We have traveled hundreds of miles. He got what he wanted after all—me out of his territory. As soon as we are free of the trees, he releases me. I crash to the earth, scraping my hand on a tree trunk trying to get my balance.

“The wraiths are far away.” Elias looks northwest, where a Martial guard tower looms atop a hill of dead grass. “But they might track you. Get to a human settlement quickly. When it’s full light, you’ll be safe to travel again.”

“I saw something, Soul Catcher,” I say. “An ocean filled with—skies, I do not know. And faces. Trapped faces within the River Dusk. I saw that—that maelstrom, and it wanted to devour me and you and—”

“And everything else.” Elias glances down at me, and those pale eyes I learned to love darken. Some unfathomable emotion flickers across them, an echo of who he was.

“We can travel together.” I touch his arm, and he starts at the spark that jumps between us. He’s still human. Still here. “We can speak to the Fakirs, the Kehannis. You could ask—”

At the chill in his gaze, I cease. I keep trying to appeal to his humanity. I might as well throw myself against a stone wall. He does not give two figs about me. He cares about the Waiting Place. He cares about the ghosts.

“How many ghosts have you passed, Elias? How much rot have you seen?”

He tilts his head, contemplating me.

“It’s not because of me,” I say. “Something is wrong. What if it is the Nightbringer’s doing? You are dedicated to protecting and passing on the ghosts. The Tribal Fakirs are also dedicated to the dead. They might know where the rot is coming from.”

Stay with me, I think. Stay with me so I can remind you of who you used to be.

“A rider approaches.” Elias glances over my shoulder. The sky pales enough that I can see foam on the waves, and I squint toward the western horizon, searching.

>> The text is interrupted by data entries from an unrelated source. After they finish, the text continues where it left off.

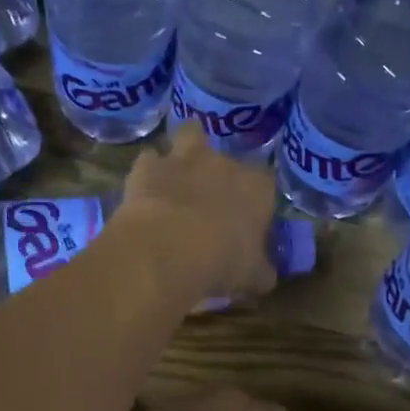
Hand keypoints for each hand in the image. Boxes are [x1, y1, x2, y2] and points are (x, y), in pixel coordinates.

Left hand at [112, 124, 277, 304]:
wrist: (170, 248)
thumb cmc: (223, 261)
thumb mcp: (252, 277)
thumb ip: (261, 272)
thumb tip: (265, 276)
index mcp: (257, 188)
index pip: (265, 184)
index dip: (255, 200)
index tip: (246, 220)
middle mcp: (224, 163)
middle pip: (226, 157)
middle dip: (219, 175)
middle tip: (209, 201)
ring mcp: (185, 159)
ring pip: (190, 134)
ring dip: (185, 151)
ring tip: (179, 175)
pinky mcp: (149, 166)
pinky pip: (150, 159)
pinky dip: (148, 172)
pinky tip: (144, 190)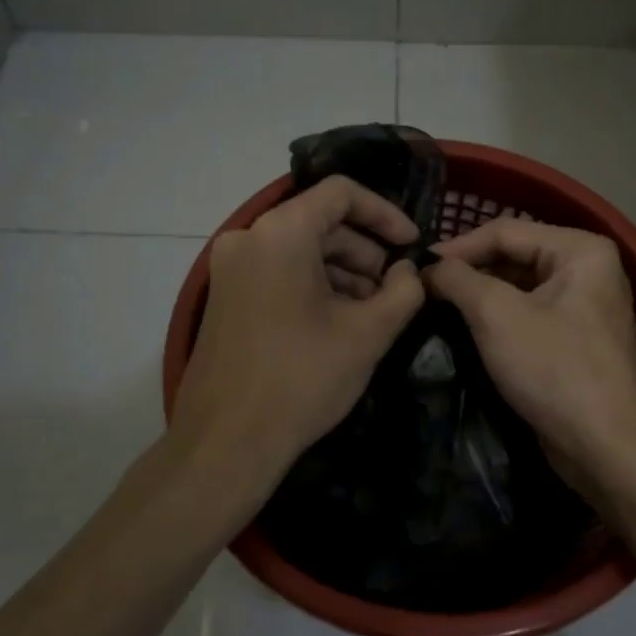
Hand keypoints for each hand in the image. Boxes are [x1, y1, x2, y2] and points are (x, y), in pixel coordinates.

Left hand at [167, 176, 424, 517]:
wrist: (226, 442)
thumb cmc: (302, 379)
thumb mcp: (367, 334)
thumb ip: (403, 292)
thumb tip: (410, 272)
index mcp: (280, 233)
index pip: (341, 193)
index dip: (385, 213)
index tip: (412, 246)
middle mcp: (247, 238)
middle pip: (319, 223)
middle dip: (364, 253)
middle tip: (395, 291)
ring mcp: (228, 267)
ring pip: (298, 250)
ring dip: (340, 273)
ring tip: (372, 313)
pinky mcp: (223, 296)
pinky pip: (276, 272)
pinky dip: (311, 286)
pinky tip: (337, 323)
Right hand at [424, 219, 635, 492]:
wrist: (603, 446)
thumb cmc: (552, 368)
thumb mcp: (495, 314)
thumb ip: (456, 278)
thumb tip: (427, 266)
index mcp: (581, 250)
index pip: (504, 231)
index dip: (457, 247)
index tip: (416, 267)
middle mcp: (589, 268)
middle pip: (513, 255)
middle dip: (468, 272)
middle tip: (424, 288)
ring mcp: (585, 305)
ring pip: (518, 286)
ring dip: (479, 295)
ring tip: (437, 307)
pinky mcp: (576, 338)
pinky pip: (528, 313)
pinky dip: (497, 318)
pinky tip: (465, 329)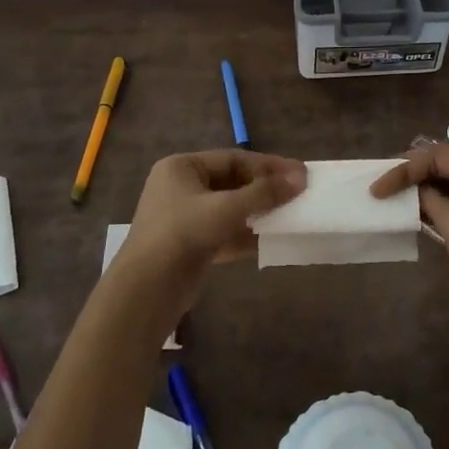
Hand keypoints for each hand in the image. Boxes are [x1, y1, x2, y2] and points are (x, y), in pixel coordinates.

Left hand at [119, 150, 307, 281]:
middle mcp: (182, 188)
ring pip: (231, 209)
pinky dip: (248, 234)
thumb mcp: (227, 208)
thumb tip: (300, 178)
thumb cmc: (183, 234)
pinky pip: (226, 232)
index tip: (300, 172)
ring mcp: (186, 218)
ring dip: (259, 212)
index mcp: (182, 168)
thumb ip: (264, 193)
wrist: (148, 289)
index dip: (268, 165)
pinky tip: (273, 238)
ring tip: (292, 213)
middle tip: (299, 191)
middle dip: (265, 189)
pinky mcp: (192, 245)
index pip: (233, 159)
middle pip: (232, 183)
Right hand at [371, 146, 448, 353]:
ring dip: (426, 191)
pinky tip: (418, 213)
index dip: (405, 169)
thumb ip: (428, 199)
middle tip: (383, 187)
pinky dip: (441, 206)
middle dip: (415, 176)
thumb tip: (414, 190)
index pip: (439, 156)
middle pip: (448, 166)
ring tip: (395, 197)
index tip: (377, 188)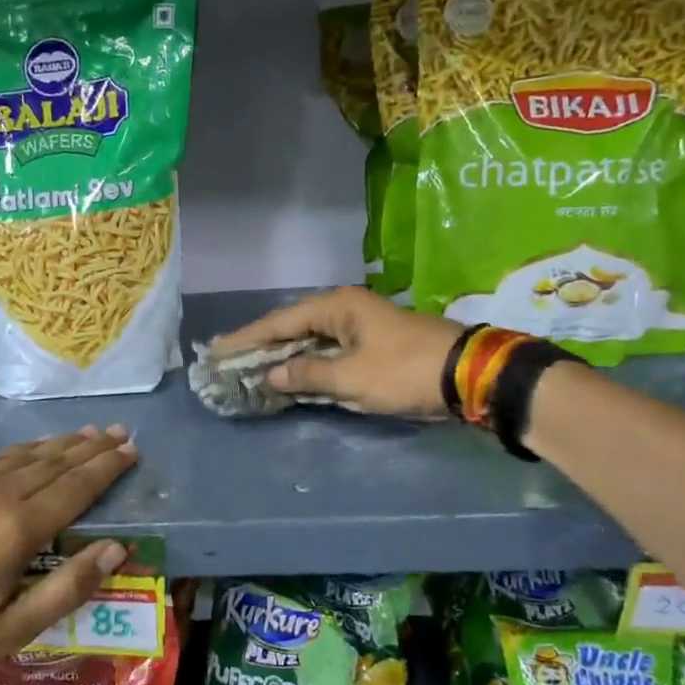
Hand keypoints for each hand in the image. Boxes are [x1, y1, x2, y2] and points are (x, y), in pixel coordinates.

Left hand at [0, 427, 137, 673]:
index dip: (106, 468)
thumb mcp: (12, 629)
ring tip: (82, 433)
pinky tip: (26, 451)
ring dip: (56, 444)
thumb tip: (117, 548)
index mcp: (19, 527)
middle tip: (116, 431)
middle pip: (53, 463)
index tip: (130, 449)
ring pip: (21, 455)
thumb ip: (68, 588)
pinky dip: (18, 452)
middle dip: (89, 447)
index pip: (76, 488)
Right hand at [208, 287, 466, 419]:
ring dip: (283, 356)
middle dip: (260, 346)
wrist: (469, 376)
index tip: (215, 351)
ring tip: (249, 367)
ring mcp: (360, 326)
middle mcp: (345, 309)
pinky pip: (328, 352)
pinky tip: (290, 376)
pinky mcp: (372, 345)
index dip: (246, 339)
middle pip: (292, 327)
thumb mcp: (353, 377)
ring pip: (310, 340)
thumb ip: (308, 375)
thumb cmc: (405, 371)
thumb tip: (272, 375)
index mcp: (337, 307)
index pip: (279, 322)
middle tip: (226, 359)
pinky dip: (307, 364)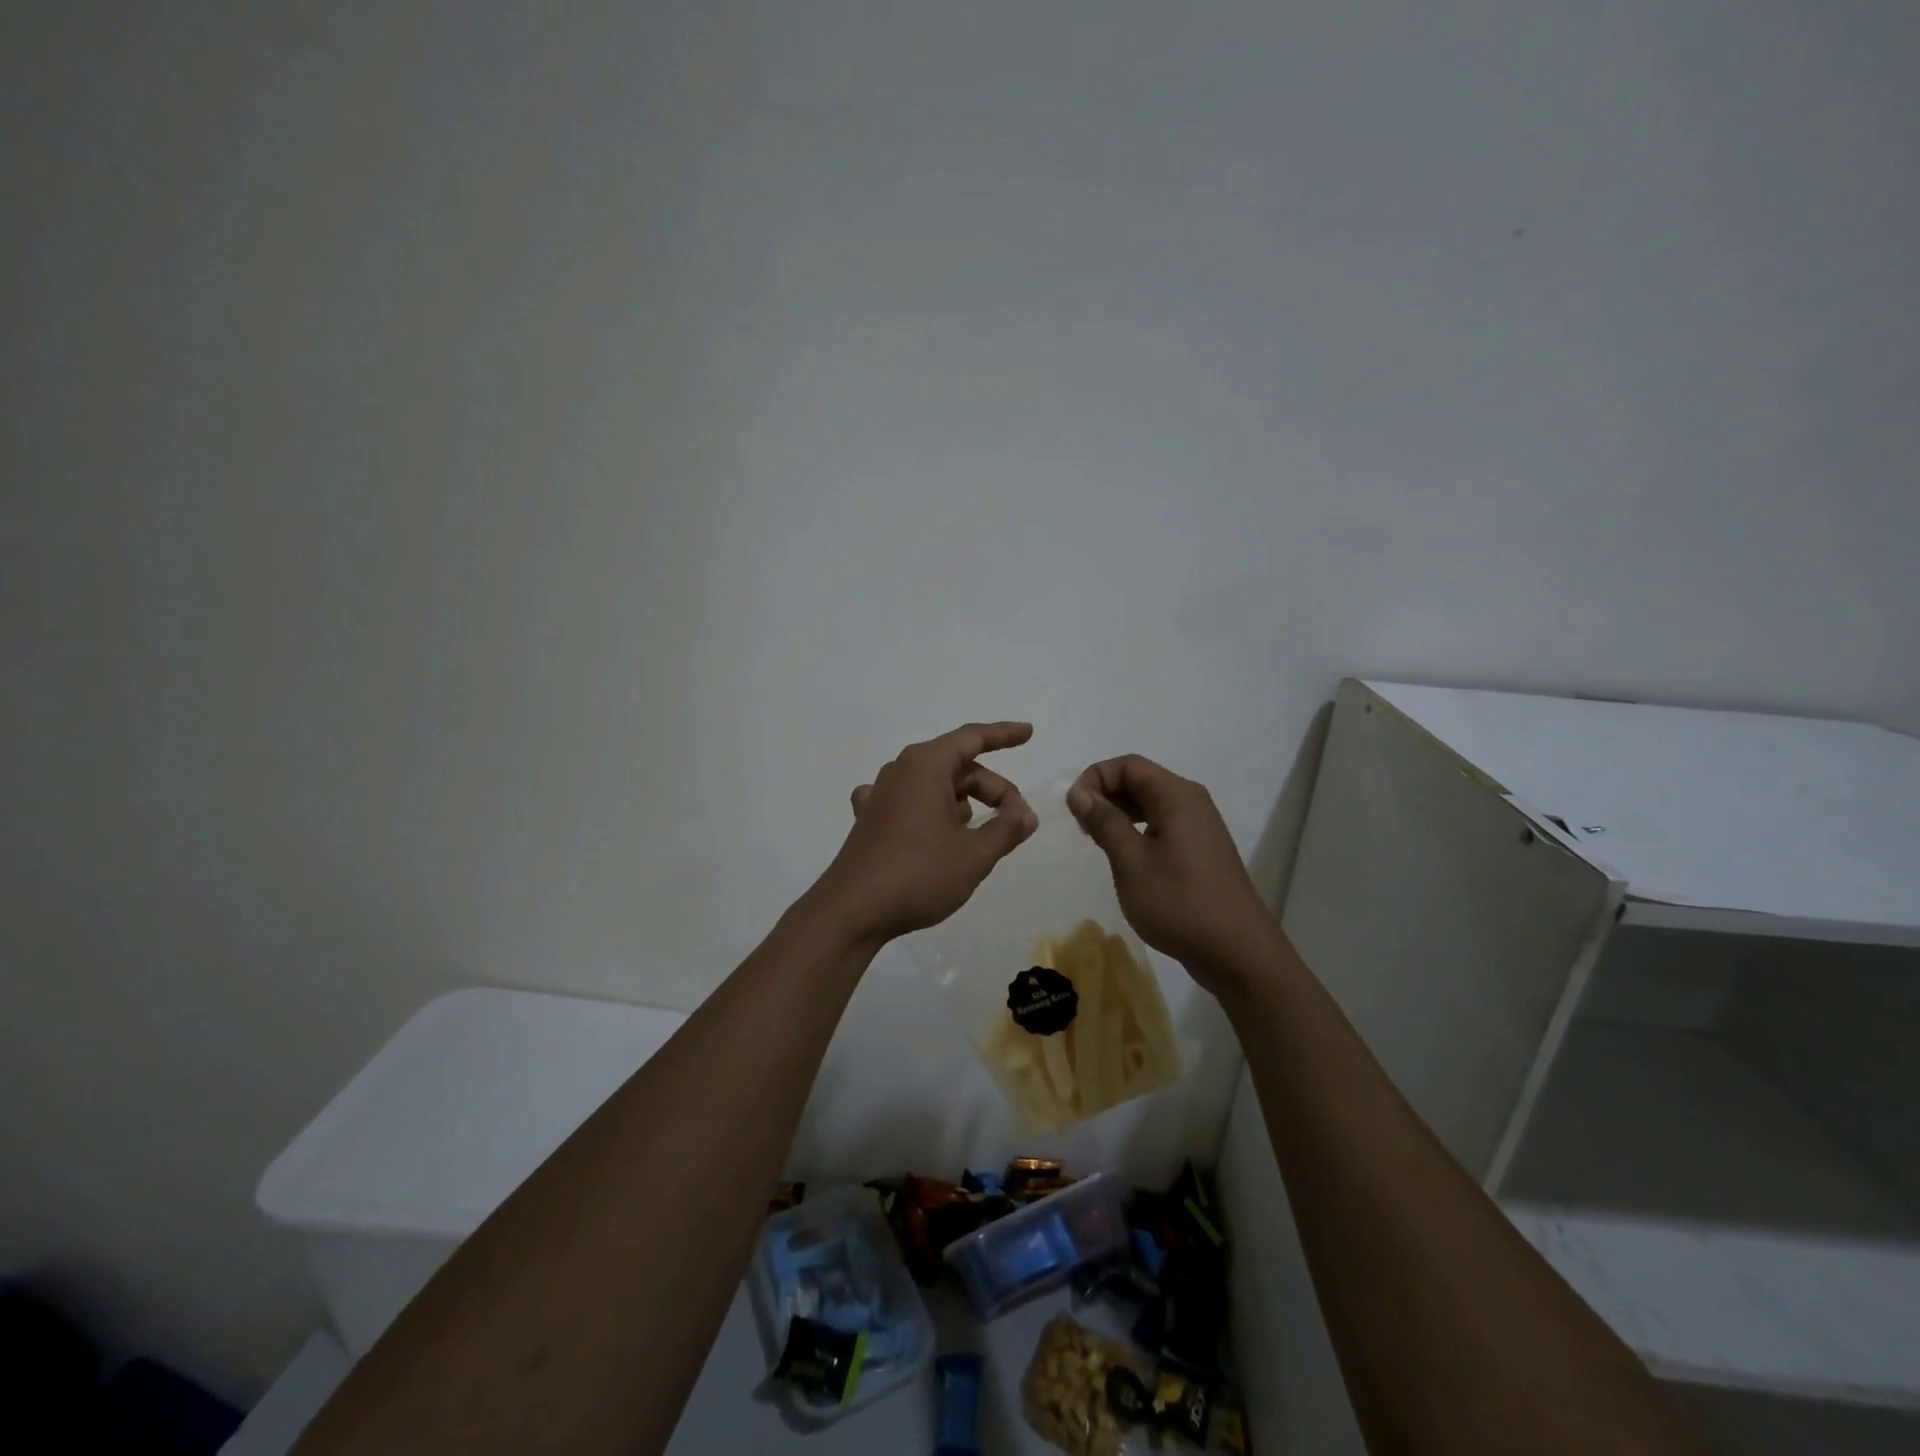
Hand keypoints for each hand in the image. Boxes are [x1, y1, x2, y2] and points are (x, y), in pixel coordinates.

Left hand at [814, 721, 1038, 944]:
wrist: (852, 911)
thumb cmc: (919, 874)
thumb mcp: (974, 854)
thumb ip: (1006, 828)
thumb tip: (1026, 814)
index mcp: (925, 765)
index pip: (972, 738)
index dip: (1003, 735)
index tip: (1029, 732)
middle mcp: (900, 771)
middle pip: (958, 767)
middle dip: (992, 789)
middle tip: (1016, 823)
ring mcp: (881, 795)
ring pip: (935, 787)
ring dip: (964, 804)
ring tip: (982, 838)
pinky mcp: (870, 821)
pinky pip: (910, 804)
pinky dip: (932, 813)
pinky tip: (934, 831)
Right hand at [1067, 754, 1276, 992]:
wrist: (1237, 952)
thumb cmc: (1179, 902)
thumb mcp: (1131, 861)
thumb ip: (1104, 821)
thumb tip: (1080, 793)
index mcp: (1176, 795)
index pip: (1128, 765)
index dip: (1095, 778)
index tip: (1074, 809)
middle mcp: (1191, 802)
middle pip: (1141, 780)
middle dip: (1106, 794)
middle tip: (1081, 827)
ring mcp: (1200, 827)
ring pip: (1151, 804)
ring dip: (1119, 813)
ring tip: (1097, 841)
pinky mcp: (1201, 850)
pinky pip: (1163, 824)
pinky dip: (1138, 830)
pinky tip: (1125, 857)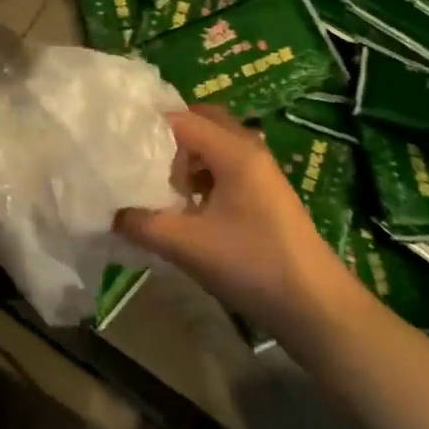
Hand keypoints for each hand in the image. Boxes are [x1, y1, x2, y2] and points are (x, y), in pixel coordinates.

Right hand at [114, 106, 364, 354]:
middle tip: (138, 157)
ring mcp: (262, 172)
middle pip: (202, 121)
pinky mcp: (266, 194)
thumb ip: (142, 224)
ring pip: (215, 144)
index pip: (181, 118)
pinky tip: (187, 205)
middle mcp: (249, 150)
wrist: (318, 310)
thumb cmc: (253, 266)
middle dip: (168, 135)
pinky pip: (226, 165)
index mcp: (234, 151)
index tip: (116, 142)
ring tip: (158, 183)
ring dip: (186, 156)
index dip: (146, 126)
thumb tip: (109, 211)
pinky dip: (202, 173)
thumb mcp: (187, 246)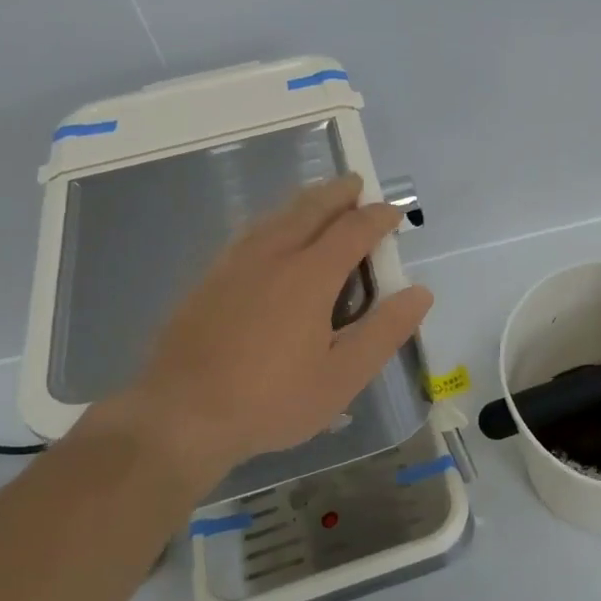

“Tribespeople,” I say. “Musa told them I was coming. They must have scouts watching the forest.”

“Not the Tribes. Someone else.” Elias takes a step back. “The voice in your head, Laia,” he says, and I remember then that I told him of Rehmat. “Beware of it. Such creatures are never quite what they seem.”

I stare at him in surprise. “I did not know you were listening.”

Hooves thunder from behind me. A quarter mile to the northwest, a band of men and horses appears atop a hill. Even at a distance, one of the forms flickers strangely. It swings its head toward me.

Two sun eyes penetrate across the distance, pinning me like an insect on a wall.

“Elias,” I whisper. “Elias, it’s a jinn—”

Silence. I turn to him, to ask him to windwalk us away. But as I scan the tree line, my stomach sinks. He is gone.


XVIII: The Soul Catcher

The dead yew in the jinn grove bears the brunt of my frustration, the trunk creaking as I slam the chain into it again and again and again.

The girl will be fine. She’s swift and clever. She possesses magic.

She will survive.

She’s not “the girl.” She’s Laia. And if she dies, it’s your bleeding fault.